[Collected data entries]
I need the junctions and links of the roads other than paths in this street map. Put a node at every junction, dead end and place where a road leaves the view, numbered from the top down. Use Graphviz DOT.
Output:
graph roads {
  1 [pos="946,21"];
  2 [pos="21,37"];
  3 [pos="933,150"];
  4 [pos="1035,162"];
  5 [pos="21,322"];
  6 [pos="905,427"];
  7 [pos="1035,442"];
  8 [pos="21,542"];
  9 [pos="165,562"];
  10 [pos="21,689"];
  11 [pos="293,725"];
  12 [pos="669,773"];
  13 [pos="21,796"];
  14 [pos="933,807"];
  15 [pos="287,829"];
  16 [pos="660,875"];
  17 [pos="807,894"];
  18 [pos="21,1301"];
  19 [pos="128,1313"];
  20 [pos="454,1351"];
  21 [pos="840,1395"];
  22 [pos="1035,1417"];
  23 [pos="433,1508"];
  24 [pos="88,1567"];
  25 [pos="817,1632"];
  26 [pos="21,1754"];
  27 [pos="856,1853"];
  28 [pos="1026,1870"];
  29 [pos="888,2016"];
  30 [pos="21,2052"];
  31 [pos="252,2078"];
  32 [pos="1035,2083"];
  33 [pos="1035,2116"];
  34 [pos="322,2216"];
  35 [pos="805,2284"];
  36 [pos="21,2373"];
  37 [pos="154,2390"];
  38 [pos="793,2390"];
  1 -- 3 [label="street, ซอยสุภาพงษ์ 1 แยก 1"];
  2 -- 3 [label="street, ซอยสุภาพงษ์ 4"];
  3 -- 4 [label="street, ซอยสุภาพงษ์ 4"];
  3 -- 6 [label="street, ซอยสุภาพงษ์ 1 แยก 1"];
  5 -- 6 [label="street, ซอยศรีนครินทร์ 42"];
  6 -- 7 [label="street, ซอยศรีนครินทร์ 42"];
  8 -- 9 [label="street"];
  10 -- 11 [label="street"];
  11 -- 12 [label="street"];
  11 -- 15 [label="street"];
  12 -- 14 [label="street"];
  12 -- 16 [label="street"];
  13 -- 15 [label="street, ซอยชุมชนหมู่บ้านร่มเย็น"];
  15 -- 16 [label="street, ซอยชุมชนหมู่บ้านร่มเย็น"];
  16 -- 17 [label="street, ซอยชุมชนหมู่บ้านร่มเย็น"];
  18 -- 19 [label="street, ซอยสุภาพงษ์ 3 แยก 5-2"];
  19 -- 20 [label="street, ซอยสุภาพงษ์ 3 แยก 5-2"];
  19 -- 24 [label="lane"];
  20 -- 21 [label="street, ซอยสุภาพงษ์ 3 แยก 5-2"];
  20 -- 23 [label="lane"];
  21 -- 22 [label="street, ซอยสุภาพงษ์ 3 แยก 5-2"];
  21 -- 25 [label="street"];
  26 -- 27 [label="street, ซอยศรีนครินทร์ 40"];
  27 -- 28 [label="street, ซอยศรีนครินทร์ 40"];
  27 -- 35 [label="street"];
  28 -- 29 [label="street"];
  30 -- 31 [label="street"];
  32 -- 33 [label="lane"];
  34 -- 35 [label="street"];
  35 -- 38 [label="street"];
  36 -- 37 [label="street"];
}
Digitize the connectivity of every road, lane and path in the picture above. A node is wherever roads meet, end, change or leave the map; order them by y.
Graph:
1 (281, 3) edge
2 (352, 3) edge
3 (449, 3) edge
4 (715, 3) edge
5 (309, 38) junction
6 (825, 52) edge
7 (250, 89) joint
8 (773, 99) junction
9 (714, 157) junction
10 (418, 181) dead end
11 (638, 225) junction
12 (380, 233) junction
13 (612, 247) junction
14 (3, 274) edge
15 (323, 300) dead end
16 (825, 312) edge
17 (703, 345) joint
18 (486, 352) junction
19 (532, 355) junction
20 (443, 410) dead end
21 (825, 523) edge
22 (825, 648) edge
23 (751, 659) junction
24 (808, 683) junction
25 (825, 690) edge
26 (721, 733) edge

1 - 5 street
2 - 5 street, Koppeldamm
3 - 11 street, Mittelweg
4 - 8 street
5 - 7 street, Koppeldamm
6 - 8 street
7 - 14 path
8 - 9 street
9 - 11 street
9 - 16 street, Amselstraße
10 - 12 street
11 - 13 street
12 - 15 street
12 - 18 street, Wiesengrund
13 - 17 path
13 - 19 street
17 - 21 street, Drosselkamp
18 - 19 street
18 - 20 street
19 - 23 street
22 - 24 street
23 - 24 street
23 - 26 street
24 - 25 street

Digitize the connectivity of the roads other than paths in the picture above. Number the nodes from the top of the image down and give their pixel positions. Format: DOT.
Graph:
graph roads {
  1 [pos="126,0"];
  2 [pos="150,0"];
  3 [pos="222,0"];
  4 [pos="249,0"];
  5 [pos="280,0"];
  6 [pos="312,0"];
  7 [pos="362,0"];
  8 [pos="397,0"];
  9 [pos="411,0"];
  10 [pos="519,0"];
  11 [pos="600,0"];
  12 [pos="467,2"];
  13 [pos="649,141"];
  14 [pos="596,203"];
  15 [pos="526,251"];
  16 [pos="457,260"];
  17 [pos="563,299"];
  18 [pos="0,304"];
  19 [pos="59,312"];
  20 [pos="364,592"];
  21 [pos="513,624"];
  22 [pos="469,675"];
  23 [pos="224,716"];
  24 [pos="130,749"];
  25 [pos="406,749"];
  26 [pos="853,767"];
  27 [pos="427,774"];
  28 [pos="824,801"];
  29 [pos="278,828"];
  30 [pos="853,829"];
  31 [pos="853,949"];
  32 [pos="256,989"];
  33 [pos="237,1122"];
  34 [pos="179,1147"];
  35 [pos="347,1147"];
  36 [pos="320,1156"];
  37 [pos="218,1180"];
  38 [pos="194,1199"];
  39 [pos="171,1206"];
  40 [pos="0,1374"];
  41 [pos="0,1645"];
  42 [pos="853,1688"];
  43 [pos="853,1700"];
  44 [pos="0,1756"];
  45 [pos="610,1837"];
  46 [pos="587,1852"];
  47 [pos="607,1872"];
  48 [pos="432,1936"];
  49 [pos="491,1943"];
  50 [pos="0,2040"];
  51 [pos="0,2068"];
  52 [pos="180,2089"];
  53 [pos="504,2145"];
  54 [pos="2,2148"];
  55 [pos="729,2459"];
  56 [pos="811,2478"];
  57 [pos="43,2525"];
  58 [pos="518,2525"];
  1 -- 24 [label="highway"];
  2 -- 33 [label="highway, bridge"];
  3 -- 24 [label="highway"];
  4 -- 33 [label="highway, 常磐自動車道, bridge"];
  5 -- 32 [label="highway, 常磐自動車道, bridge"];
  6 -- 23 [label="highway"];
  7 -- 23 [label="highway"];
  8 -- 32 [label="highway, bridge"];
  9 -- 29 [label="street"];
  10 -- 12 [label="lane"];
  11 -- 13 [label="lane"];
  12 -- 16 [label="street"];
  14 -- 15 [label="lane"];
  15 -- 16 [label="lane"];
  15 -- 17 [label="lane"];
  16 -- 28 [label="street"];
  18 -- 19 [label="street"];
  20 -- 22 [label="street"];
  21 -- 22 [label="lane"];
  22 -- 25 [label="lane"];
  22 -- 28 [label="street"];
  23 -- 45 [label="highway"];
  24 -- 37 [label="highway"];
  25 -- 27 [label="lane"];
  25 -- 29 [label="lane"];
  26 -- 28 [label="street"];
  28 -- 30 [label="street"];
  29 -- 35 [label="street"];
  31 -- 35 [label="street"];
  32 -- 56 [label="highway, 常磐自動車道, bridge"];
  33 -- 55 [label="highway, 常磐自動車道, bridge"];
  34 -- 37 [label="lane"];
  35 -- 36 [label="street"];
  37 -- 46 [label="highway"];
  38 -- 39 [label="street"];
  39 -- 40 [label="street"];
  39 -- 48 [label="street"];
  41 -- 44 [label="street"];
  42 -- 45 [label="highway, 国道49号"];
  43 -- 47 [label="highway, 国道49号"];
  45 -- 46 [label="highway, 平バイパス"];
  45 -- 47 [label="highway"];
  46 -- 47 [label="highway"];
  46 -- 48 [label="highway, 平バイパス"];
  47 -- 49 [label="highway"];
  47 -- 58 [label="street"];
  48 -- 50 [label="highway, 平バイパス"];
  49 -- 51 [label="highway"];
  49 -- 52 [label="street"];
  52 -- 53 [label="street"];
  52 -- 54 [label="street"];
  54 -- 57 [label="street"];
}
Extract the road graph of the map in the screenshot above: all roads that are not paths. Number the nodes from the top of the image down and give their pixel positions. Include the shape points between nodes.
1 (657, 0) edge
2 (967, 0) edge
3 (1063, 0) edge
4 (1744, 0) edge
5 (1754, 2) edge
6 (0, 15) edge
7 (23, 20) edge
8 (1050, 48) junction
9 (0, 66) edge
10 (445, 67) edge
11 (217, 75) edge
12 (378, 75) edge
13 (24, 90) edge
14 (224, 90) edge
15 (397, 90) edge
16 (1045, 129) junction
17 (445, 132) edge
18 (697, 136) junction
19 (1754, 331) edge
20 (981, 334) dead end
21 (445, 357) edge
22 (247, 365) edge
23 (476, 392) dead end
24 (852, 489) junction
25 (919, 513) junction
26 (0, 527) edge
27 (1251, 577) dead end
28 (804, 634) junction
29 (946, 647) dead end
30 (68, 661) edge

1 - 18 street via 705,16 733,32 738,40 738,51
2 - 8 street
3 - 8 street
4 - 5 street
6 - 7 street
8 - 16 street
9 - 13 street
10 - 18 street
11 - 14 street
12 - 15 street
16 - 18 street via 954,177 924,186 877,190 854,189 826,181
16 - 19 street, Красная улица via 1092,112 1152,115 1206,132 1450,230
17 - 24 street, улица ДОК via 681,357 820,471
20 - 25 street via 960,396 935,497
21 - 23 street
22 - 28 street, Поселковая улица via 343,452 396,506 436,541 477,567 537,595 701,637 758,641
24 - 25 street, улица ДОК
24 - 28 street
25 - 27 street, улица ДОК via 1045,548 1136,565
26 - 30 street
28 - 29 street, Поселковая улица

• _Exercise goal_: Starting from the records above, copy each line where the string "paths" is found.

• _Solution to the exercise_:
I need the junctions and links of the roads other than paths in this street map. Put a node at every junction, dead end and place where a road leaves the view, numbered from the top down. Use Graphviz DOT.
Digitize the connectivity of the roads other than paths in the picture above. Number the nodes from the top of the image down and give their pixel positions. Format: DOT.
Extract the road graph of the map in the screenshot above: all roads that are not paths. Number the nodes from the top of the image down and give their pixel positions. Include the shape points between nodes.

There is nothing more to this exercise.